Phase transformation behavior of a Mn containing β-solidifying γ-TiAl alloy during continuous cooling

Abstract

The research was mainly focused on the phase transformation of Ti-42Al-5Mn (at%) alloy produced by vacuum induction melting (VIM) and vacuum arc remelting (VAR) followed by wrought process. The phase transformation kinetics of the alloy during continuous cooling under the cooling rates of 0.1 °C/s, 0.5 °C/s, 2 °C/s, 10 °C/s, 50 °C/s, and 200 °C/s were identified by the Gleeble-3800 system, which is finally used to construct a schematic continuous cooling transformation (CCT) diagram of this alloy. The related phase composition, microstructure and property of the alloy were studied using X-ray diffraction (XRD), electron probe micro analyzer (EPMA), transmission electron microscope (TEM) and Vickers hardness (HV).
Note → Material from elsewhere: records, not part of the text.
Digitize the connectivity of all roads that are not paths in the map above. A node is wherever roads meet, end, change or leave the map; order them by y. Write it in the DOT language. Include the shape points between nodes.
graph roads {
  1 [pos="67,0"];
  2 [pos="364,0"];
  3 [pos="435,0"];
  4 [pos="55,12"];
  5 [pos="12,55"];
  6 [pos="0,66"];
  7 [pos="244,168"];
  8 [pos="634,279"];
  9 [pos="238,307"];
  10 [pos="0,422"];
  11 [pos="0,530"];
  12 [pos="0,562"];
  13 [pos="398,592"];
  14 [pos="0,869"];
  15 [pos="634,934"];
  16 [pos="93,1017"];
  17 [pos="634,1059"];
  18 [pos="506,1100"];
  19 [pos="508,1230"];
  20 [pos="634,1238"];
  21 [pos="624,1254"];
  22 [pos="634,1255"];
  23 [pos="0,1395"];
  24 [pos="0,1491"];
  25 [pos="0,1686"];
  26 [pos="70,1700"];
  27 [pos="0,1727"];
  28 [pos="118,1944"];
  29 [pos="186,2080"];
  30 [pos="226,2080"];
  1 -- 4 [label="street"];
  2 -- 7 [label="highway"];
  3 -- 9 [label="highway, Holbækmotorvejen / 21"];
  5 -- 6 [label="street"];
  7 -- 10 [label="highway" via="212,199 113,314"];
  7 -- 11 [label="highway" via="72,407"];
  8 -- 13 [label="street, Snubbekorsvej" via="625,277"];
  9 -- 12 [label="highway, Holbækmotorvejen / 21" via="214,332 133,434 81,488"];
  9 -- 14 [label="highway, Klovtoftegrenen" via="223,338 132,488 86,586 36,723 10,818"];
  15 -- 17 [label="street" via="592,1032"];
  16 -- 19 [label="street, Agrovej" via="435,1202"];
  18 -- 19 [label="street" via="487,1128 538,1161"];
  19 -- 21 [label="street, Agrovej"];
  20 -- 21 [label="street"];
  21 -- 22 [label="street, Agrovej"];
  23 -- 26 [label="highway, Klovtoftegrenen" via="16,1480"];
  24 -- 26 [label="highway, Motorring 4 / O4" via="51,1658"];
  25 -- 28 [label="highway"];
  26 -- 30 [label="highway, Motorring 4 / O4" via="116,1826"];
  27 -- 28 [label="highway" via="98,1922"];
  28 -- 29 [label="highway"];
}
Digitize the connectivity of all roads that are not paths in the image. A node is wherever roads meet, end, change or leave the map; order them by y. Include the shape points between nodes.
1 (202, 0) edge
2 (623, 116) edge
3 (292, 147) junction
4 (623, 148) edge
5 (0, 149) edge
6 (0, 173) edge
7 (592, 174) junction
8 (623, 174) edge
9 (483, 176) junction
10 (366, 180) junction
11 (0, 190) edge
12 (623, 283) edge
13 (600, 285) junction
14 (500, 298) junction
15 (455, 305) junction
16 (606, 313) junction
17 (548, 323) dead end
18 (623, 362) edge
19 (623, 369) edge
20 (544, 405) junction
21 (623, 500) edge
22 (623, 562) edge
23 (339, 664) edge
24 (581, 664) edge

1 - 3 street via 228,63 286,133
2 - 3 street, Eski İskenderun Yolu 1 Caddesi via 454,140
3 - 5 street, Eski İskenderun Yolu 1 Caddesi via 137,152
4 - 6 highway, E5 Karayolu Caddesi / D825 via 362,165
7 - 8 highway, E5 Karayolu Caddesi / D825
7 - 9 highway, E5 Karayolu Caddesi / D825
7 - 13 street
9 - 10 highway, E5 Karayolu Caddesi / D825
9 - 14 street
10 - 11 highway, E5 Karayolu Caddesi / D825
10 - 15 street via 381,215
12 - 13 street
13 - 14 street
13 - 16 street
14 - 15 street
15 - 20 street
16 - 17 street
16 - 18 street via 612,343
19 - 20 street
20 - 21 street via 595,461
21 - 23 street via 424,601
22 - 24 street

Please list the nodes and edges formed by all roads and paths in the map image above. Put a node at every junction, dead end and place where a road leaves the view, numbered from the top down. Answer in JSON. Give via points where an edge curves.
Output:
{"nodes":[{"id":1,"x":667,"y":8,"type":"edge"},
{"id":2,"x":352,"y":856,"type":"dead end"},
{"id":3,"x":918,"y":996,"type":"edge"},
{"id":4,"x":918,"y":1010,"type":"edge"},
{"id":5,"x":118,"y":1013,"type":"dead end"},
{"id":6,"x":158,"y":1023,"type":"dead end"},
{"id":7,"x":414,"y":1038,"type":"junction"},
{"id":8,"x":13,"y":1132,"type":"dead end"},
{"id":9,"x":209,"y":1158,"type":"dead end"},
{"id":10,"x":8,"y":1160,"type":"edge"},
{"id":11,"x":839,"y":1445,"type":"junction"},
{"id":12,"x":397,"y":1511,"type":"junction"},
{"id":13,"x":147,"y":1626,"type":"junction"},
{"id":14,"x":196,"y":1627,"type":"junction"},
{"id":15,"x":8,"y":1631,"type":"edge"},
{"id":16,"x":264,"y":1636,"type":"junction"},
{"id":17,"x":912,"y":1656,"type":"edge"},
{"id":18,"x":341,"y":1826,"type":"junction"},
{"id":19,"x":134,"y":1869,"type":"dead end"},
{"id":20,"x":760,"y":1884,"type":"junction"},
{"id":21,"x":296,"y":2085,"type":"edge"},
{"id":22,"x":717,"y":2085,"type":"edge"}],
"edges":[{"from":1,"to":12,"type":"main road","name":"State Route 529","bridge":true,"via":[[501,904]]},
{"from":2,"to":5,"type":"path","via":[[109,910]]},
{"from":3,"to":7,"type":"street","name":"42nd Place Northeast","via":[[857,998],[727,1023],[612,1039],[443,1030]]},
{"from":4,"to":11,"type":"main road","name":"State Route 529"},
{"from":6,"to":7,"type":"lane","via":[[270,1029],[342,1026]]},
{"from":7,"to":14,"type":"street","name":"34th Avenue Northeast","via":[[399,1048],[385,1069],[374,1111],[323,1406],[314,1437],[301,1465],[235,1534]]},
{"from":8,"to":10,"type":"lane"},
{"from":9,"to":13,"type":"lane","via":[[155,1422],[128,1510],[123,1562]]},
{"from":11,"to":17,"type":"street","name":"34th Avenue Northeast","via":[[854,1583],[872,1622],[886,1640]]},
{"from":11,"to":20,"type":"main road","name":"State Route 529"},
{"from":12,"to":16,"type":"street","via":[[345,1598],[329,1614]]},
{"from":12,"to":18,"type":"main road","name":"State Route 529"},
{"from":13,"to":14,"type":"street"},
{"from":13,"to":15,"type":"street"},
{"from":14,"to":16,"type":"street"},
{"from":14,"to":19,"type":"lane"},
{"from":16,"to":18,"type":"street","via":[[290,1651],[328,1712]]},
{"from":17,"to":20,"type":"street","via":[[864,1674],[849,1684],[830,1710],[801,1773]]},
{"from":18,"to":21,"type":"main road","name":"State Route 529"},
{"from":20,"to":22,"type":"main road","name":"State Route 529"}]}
It shows that six kinds of phase transformation are existed during continuous cooling from 1300 °C with the cooling rates of 0.1 °C/s, 0.5 °C/s, 2 °C/s, 10 °C/s, 50 °C/s, 200 °C/s and WQ, including β→α2′, β→α, β→γ, β→βo/α→α2, α2→α2/γ and α2/γ→βo,sec. It reveals that partial transformations would be inhibited when the cooling rate is relatively high. The martensitic structures (α2′) obtained by β→α2′ were formed under the WQ condition after holding at 1300 °C for 5min, and it will be completely restrained below the cooling rate of WQ. For the β→γ, it is restrained if the cooling rates are higher than 50 °C/s. The α2→α2/γ could be also suppressed when cooling with 200 °C/s, and the γ lath within the supersaturated α2-grains would be formed at lower cooling rate below 50 °C/s. For 0.5 °C/s and 0.1 °C/s, a small amount of dotted βo (βo,sec) phases can be formed in the lamellar interfaces, which is proved the reaction products of α2/γ→βo,sec. Furthermore, the effect of cooling rates on the microstructure, including interlamellar spacing (λ) and γ grains are also identified and discussed.